My friend called to say she’s going to start teaching her 4
year-old ‘pre-K stuff’ because he’s not ‘getting it’ at school. His school day
and his teachers are focused on playing and being outdoors and they aren’t as
academically centered as her daughter’s pre-K experience. Her daughter knew
‘everything’ before entering kindergarten. She is fearful for her son. School
is not such fun for him and he still lacks the ability to count a set of objects
or recognize all numbers and letters. She is seriously thinking about doing fun
activities and playing games with him at home to get him ready for
kindergarten. She called to ask my advice.

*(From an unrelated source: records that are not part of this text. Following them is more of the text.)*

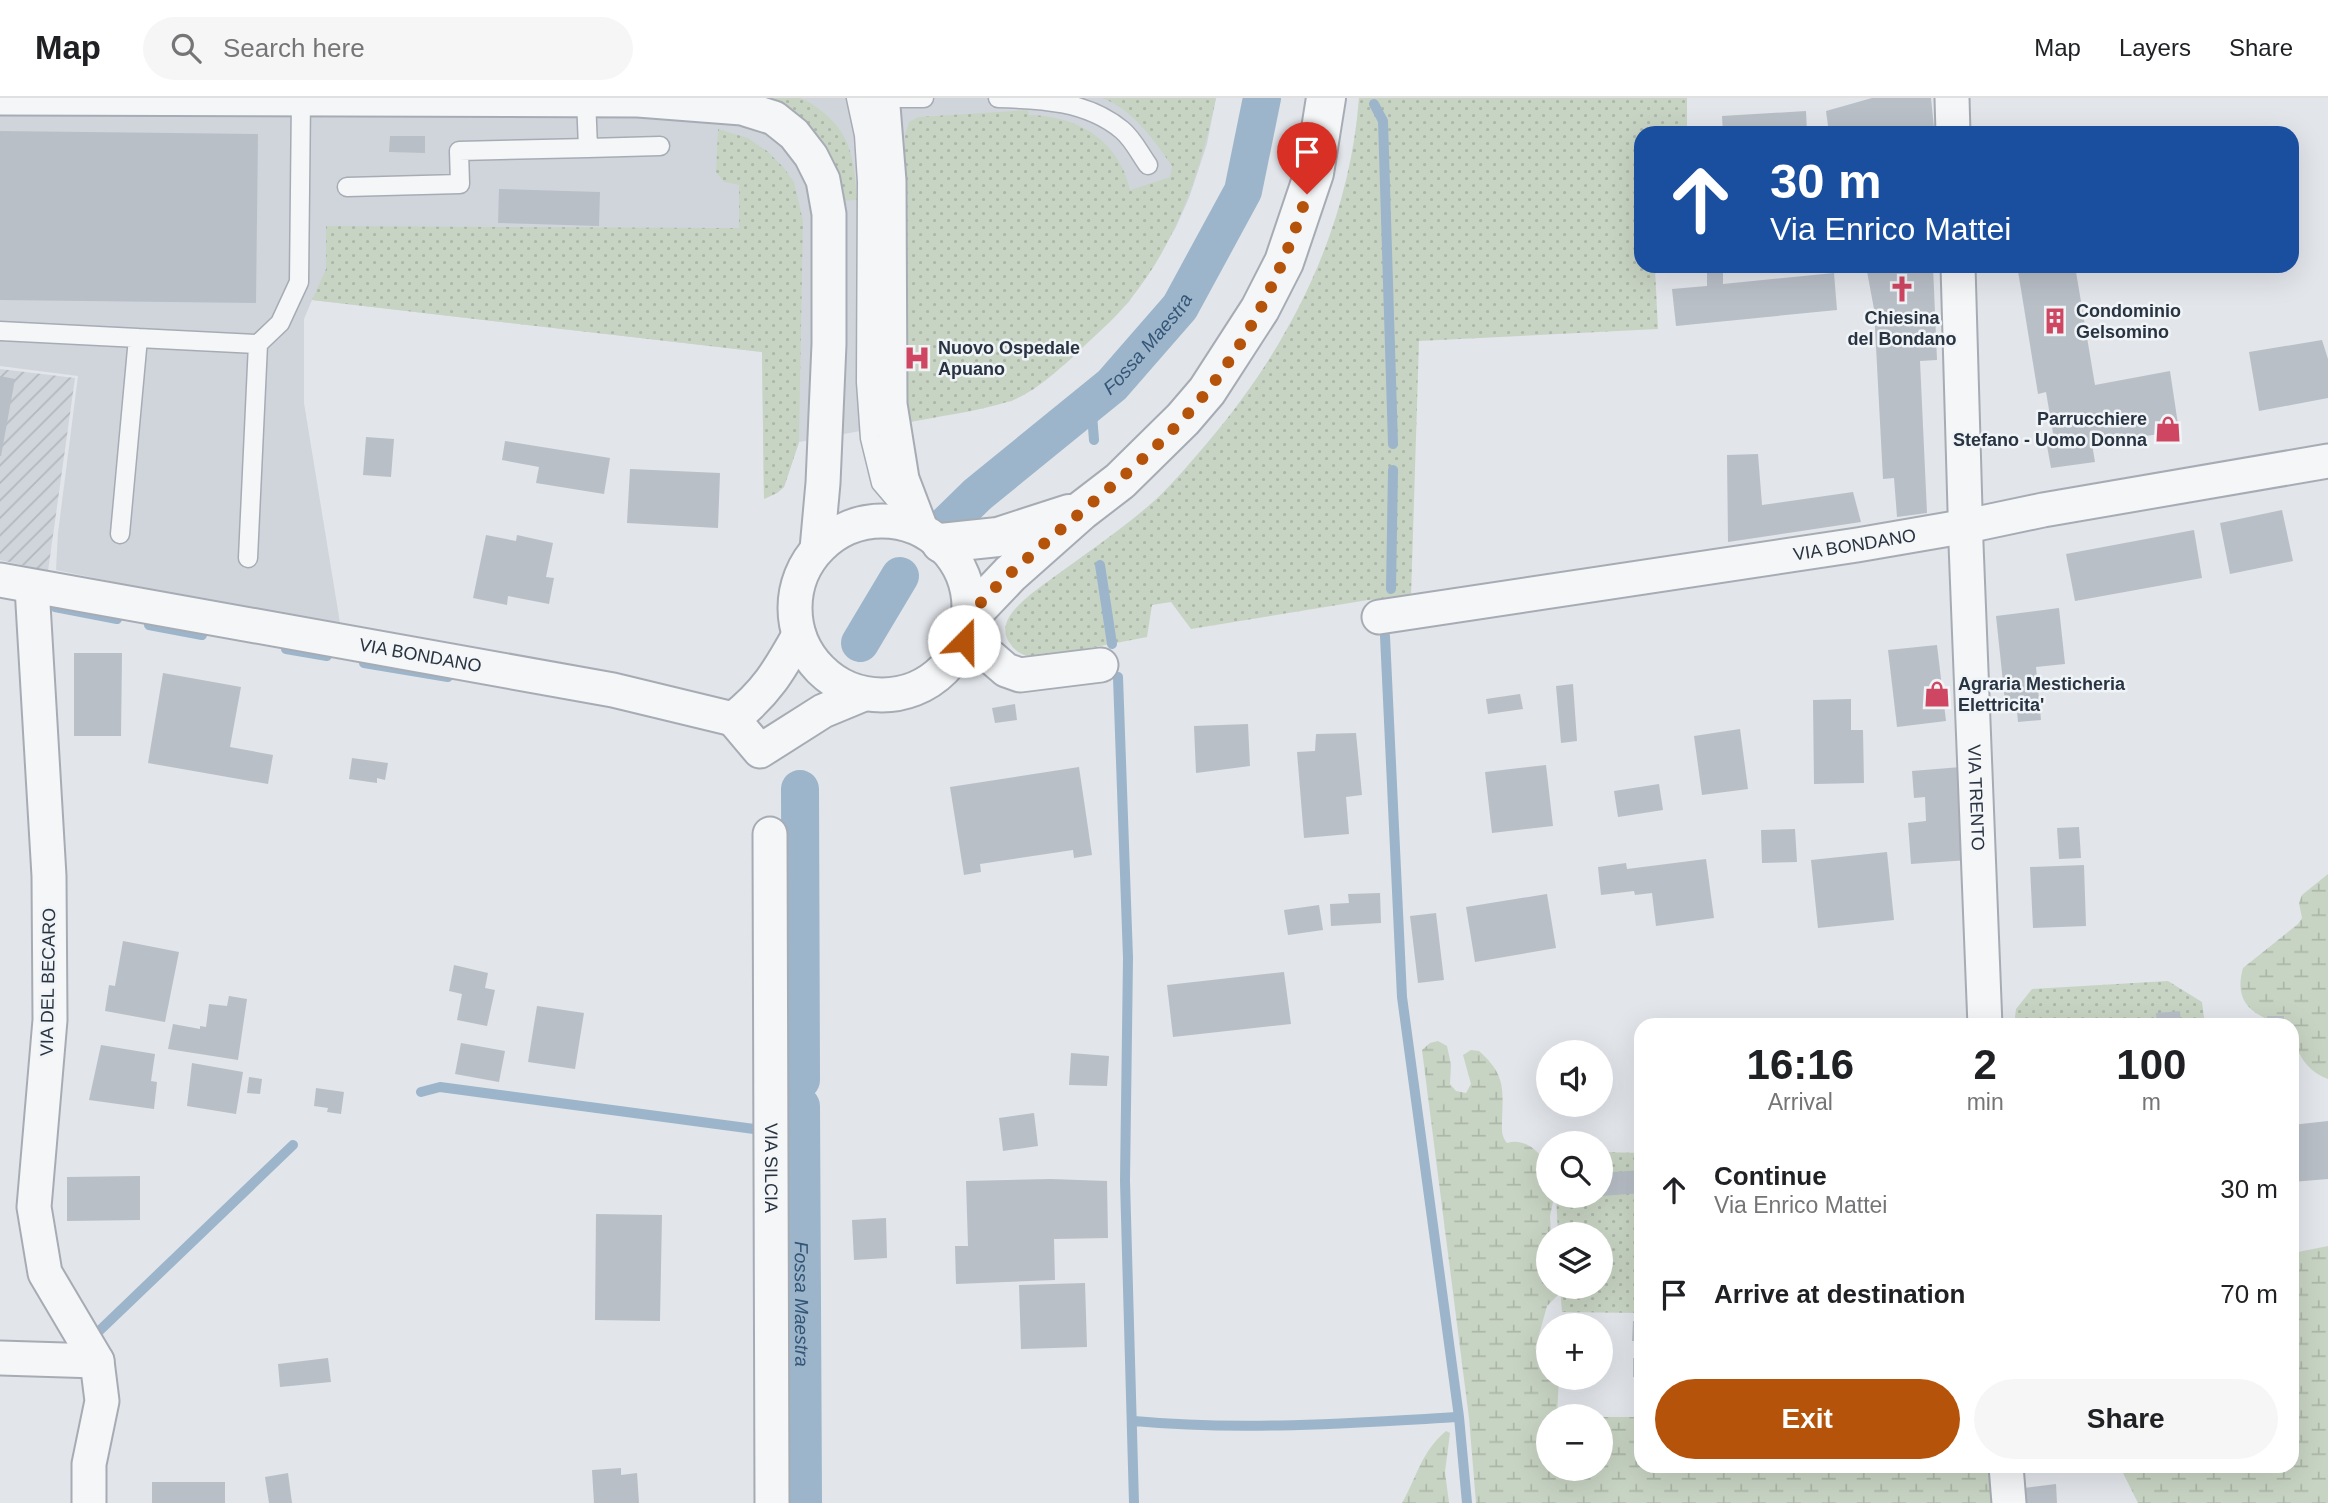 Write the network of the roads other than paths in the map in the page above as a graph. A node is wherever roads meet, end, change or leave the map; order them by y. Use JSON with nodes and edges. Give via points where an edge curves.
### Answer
{"nodes":[{"id":1,"x":856,"y":98,"type":"edge"},
{"id":2,"x":877,"y":98,"type":"edge"},
{"id":3,"x":924,"y":98,"type":"edge"},
{"id":4,"x":998,"y":98,"type":"edge"},
{"id":5,"x":1326,"y":98,"type":"edge"},
{"id":6,"x":1952,"y":98,"type":"edge"},
{"id":7,"x":0,"y":99,"type":"edge"},
{"id":8,"x":301,"y":99,"type":"edge"},
{"id":9,"x":586,"y":99,"type":"edge"},
{"id":10,"x":643,"y":99,"type":"edge"},
{"id":11,"x":1953,"y":126,"type":"edge"},
{"id":12,"x":660,"y":146,"type":"dead end"},
{"id":13,"x":588,"y":148,"type":"junction"},
{"id":14,"x":1148,"y":165,"type":"dead end"},
{"id":15,"x":347,"y":187,"type":"dead end"},
{"id":16,"x":1958,"y":273,"type":"edge"},
{"id":17,"x":0,"y":331,"type":"edge"},
{"id":18,"x":138,"y":338,"type":"junction"},
{"id":19,"x":258,"y":344,"type":"junction"},
{"id":20,"x":2328,"y":461,"type":"edge"},
{"id":21,"x":1081,"y":510,"type":"junction"},
{"id":22,"x":1967,"y":526,"type":"junction"},
{"id":23,"x":120,"y":534,"type":"dead end"},
{"id":24,"x":931,"y":536,"type":"junction"},
{"id":25,"x":817,"y":549,"type":"junction"},
{"id":26,"x":248,"y":558,"type":"dead end"},
{"id":27,"x":0,"y":580,"type":"edge"},
{"id":28,"x":32,"y":587,"type":"junction"},
{"id":29,"x":970,"y":617,"type":"junction"},
{"id":30,"x":1379,"y":618,"type":"dead end"},
{"id":31,"x":799,"y":635,"type":"junction"},
{"id":32,"x":1101,"y":665,"type":"dead end"},
{"id":33,"x":864,"y":694,"type":"junction"},
{"id":34,"x":733,"y":719,"type":"junction"},
{"id":35,"x":770,"y":834,"type":"dead end"},
{"id":36,"x":1985,"y":1018,"type":"edge"},
{"id":37,"x":0,"y":1358,"type":"edge"},
{"id":38,"x":97,"y":1361,"type":"junction"},
{"id":39,"x":2007,"y":1473,"type":"edge"},
{"id":40,"x":89,"y":1503,"type":"edge"},
{"id":41,"x":772,"y":1503,"type":"edge"},
{"id":42,"x":2009,"y":1503,"type":"edge"}],
"edges":[{"from":1,"to":24,"type":"lane","via":[[867,182],[870,438],[881,483]]},
{"from":2,"to":3,"type":"lane"},
{"from":2,"to":24,"type":"street","via":[[883,106],[889,181],[890,404],[902,479]]},
{"from":4,"to":14,"type":"lane","via":[[1069,104],[1098,115],[1124,131]]},
{"from":5,"to":21,"type":"street","via":[[1314,173],[1301,216],[1260,309],[1207,391],[1183,419],[1120,481]]},
{"from":6,"to":11,"type":"street"},
{"from":7,"to":8,"type":"street"},
{"from":8,"to":9,"type":"street"},
{"from":8,"to":19,"type":"lane","via":[[299,282],[280,323]]},
{"from":9,"to":10,"type":"street"},
{"from":9,"to":13,"type":"lane"},
{"from":10,"to":25,"type":"street","via":[[742,108],[774,118],[794,134],[823,180],[829,214],[829,344]]},
{"from":12,"to":13,"type":"lane"},
{"from":13,"to":15,"type":"lane","via":[[459,151],[460,184]]},
{"from":16,"to":22,"type":"street","name":"VIA TRENTO"},
{"from":17,"to":18,"type":"lane"},
{"from":18,"to":19,"type":"lane"},
{"from":18,"to":23,"type":"lane"},
{"from":19,"to":26,"type":"lane"},
{"from":20,"to":22,"type":"street","name":"VIA BONDANO"},
{"from":21,"to":24,"type":"street","via":[[998,537]]},
{"from":21,"to":29,"type":"street"},
{"from":22,"to":30,"type":"street","name":"VIA BONDANO"},
{"from":22,"to":36,"type":"street","name":"VIA TRENTO"},
{"from":24,"to":25,"type":"street","via":[[900,522],[877,520],[834,534]]},
{"from":24,"to":29,"type":"street","via":[[958,564],[968,589]]},
{"from":25,"to":31,"type":"street","via":[[796,590]]},
{"from":27,"to":28,"type":"street","name":"VIA BONDANO"},
{"from":28,"to":34,"type":"street","name":"VIA BONDANO","via":[[613,690]]},
{"from":28,"to":38,"type":"street","name":"VIA DEL BECARO","via":[[49,876],[50,1020],[34,1207],[46,1273]]},
{"from":29,"to":32,"type":"street","via":[[984,652],[1006,670],[1020,675]]},
{"from":29,"to":33,"type":"street","via":[[952,662],[934,679],[913,691]]},
{"from":31,"to":33,"type":"street","via":[[824,673]]},
{"from":31,"to":34,"type":"street","via":[[757,700]]},
{"from":33,"to":34,"type":"street","via":[[823,711],[760,751]]},
{"from":35,"to":41,"type":"street","name":"VIA SILCIA"},
{"from":37,"to":38,"type":"street"},
{"from":38,"to":40,"type":"street","name":"VIA DEL BECARO","via":[[102,1401],[89,1464]]},
{"from":39,"to":42,"type":"street"}]} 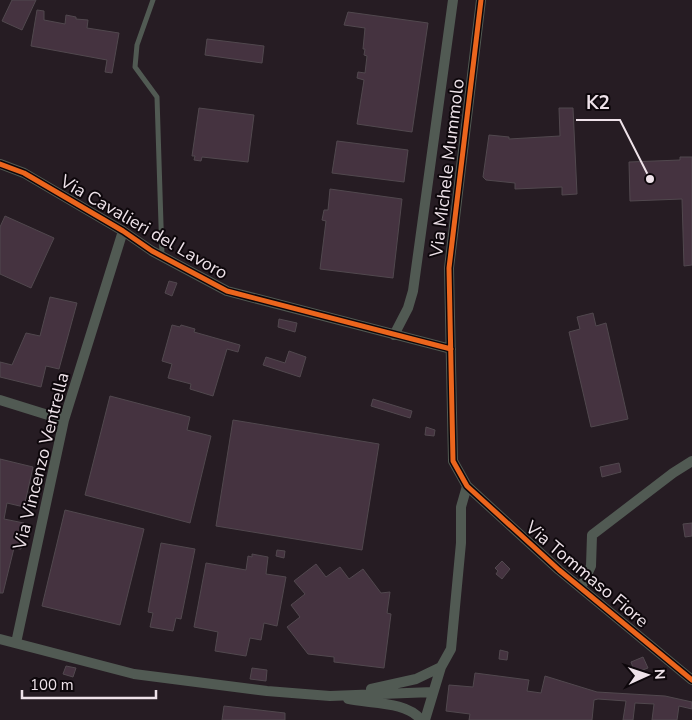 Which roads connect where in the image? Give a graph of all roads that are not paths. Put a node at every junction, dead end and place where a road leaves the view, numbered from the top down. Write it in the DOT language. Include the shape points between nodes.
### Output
graph roads {
  1 [pos="153,0"];
  2 [pos="454,0"];
  3 [pos="481,0"];
  4 [pos="0,164"];
  5 [pos="123,231"];
  6 [pos="162,256"];
  7 [pos="394,335"];
  8 [pos="451,350"];
  9 [pos="0,400"];
  10 [pos="64,420"];
  11 [pos="692,461"];
  12 [pos="466,486"];
  13 [pos="581,588"];
  14 [pos="0,639"];
  15 [pos="16,643"];
  16 [pos="441,667"];
  17 [pos="692,680"];
  18 [pos="433,692"];
  19 [pos="330,696"];
  20 [pos="421,720"];
  21 [pos="425,720"];
  1 -- 6 [label="lane" via="137,45 135,66 157,97"];
  2 -- 7 [label="street, Via Michele Mummolo" via="415,283 408,308"];
  3 -- 8 [label="street, Via Michele Mummolo" via="449,268"];
  4 -- 5 [label="street, Via Cavalieri del Lavoro" via="24,173"];
  5 -- 6 [label="street, Via Cavalieri del Lavoro"];
  5 -- 10 [label="street, Via Vincenzo Ventrella"];
  6 -- 7 [label="street, Via Cavalieri del Lavoro" via="227,291"];
  7 -- 8 [label="street, Via Cavalieri del Lavoro"];
  8 -- 12 [label="street, Via Michele Mummolo" via="453,460"];
  9 -- 10 [label="street"];
  10 -- 15 [label="street, Via Vincenzo Ventrella"];
  11 -- 13 [label="street" via="592,535 591,566"];
  12 -- 13 [label="street, Via Tommaso Fiore"];
  12 -- 16 [label="street" via="461,507 461,543 451,649"];
  13 -- 17 [label="street, Via Tommaso Fiore"];
  14 -- 15 [label="street"];
  15 -- 19 [label="street" via="134,674"];
  16 -- 18 [label="street"];
  16 -- 19 [label="street" via="398,684"];
  18 -- 19 [label="street"];
  18 -- 21 [label="street"];
  19 -- 20 [label="street" via="404,708"];
}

From my observations of pre-K through 2nd grade
classrooms around the US and world, there is significantly too much focus on
the academics and not nearly enough time to value children’s learning through
play and exploration of their environment. It sounds like his pre-K teachers
are ballsy and I admire them.
This is my counsel to my friend:
1. YOUR
CHILDREN LEARN DIFFERENTLY.
2. What’s
being taught in pre-K to 2nd grade is not developmentally
appropriate. Until you turn 8, those things we call “academics” don’t mean much
to you; you aren’t feeling a need for them in your daily life. Plus the same
things are taught year to year, so IF YOUR KID ISN’T READY FOR IT NOW, IT’S
COOL, THEY’LL BE EXPOSED TO IT AGAIN NEXT YEAR.
3. TELL
YOUR KID IT’S OK IF HE DOESN’T GET EVERYTHING RIGHT AWAY. Explain that people
learn things at different ages and it’s OK if he’s not great at it now.
4. TELL
HIM IF THERE IS SOMETHING HE WANTS TO LEARN, OR GET BETTER AT, HE CAN ASK YOU
FOR HELP. This is not obvious to your child. This will plant a seed to help him
become a learner, know what he can do if he’s passionate and wants more of
something, and create his own process for seeking information.
5. No
matter how much fun you try to make formal learning at home, it will probably
feel like ‘school’ to your kid and make him not enjoy learning as much. Since
it isn’t really appropriate that he master all of these things this year, then
it doesn’t really matter. What does matter is that he GROW TO LOVE LEARNING.
That should be your goal, not hitting school benchmarks.
6. What
we should be looking at, then, is: What are his friendships like? What
activities is he drawn to? What does he talk about more in school? At home?
NURTURE THOSE THINGS.
Yes, there are options of other
kinds of schools you could send your kid to. And yes, a revolution in schooling
is on the way, but in the meantime, HELP YOUR KIDS NAVIGATE THIS WONKY SYSTEM!
Show your children how
you are a learner. Do you do an internet search first when you want to know
something? Do you read a book dedicated to it from the NYT best seller list? Do
you call an expert friend and ask their opinion?
Ask your children
questions, serious questions, in
discussion of things they bring up, like:
TOYS/GAMES/ACTIVITIES: What makes you happy about playing
like this? What are you imagining when you’re playing? Is there anything you
don’t like about it? How would you change it?
IDEAS/ABSTRACT/PHILOSOPHICAL: Speak like you would to a
friend or peer. Ask the same kinds of questions. If your kid doesn’t have
answer just keep going. Talk. Listen.
What if schools and parents helped children navigate school and learning?